Jamie Court, the president of Consumer Watchdog who is spearheading the ballot initiative with Rowley, said enough ballot signatures have been attained, but given the current climate, all is on hold.
“It is hard to have a debate on this. The suffering of patients like Mosley and others are indisputable. When the time comes the public will have open ears for it but everybody has been focused on something else,” said Court.
Rowley said his client claims he will never box again due to an arthroscopic procedure that left him with a severe infection. In 2018, he sued a group of defendants, including surgeon Gary Brazina and Marina Del Rey Hospital with the agreement Rowley’s firm would take the case pro bono if Mosely paid for costs, Rowley said. But now Mosley said he cannot afford the expenses as a result of the law coupled with the economic strain due to the pandemic, according to the declaration, Rowley said.
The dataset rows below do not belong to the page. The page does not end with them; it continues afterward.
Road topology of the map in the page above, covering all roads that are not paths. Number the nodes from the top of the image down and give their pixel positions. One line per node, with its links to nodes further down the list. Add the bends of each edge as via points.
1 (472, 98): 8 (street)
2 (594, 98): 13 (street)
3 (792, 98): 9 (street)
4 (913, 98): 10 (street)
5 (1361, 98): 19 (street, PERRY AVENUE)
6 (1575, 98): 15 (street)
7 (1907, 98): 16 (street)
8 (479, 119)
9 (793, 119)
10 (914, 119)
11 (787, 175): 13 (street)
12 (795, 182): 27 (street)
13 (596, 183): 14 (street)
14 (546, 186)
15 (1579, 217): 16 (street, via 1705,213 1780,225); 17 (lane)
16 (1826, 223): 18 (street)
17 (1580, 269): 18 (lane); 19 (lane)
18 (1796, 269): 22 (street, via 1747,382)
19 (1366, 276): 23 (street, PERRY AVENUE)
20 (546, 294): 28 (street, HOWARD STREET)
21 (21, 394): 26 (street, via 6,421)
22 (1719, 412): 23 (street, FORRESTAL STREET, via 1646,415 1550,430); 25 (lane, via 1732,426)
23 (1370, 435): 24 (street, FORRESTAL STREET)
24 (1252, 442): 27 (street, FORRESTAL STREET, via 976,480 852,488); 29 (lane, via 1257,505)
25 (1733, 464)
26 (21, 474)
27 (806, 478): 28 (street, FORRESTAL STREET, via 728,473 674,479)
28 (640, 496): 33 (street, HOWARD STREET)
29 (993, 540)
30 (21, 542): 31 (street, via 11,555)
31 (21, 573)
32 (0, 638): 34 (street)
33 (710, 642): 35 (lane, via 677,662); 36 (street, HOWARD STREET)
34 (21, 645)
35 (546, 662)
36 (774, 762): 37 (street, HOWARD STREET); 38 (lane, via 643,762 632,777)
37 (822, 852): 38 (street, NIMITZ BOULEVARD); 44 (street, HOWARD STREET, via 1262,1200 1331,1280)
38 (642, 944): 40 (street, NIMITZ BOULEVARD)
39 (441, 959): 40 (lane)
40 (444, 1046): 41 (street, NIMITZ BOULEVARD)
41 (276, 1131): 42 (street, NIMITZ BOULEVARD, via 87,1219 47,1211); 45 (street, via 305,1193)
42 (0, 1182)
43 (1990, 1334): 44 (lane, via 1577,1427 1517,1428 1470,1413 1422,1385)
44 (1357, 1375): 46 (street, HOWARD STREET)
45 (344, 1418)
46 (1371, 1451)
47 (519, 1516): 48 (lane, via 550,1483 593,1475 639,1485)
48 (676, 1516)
“The limitation on noneconomic damages, which has not been adjusted since 1975, and the cap on attorneys’ fees, has deprived plaintiff Shane Mosley Sr. of the ability to obtain legal redress for the medical negligence suffered,” according to the petition.
Rowley went on to argue that plaintiffs’ attorneys such as him must choose between making little money or abandoning cases because the non-economic damages cap isn’t enough to compete financially with defendants’ attorneys.
“Only medical malpractice plaintiffs — not defendants — have caps imposed on their litigation expenditures. Knowing that the plaintiffs necessarily need to match the defendants’ experts’ at least one-for-one at trial, and therefore are in an arms race of matching costs, medical malpractice defendants will incur costs approaching or even exceeding the $250,000 maximum judgment knowing that the plaintiffs will be forced to spend more than the plaintiffs can legally recover and will therefore be forced to abandon an otherwise meritorious action,” said Rowley.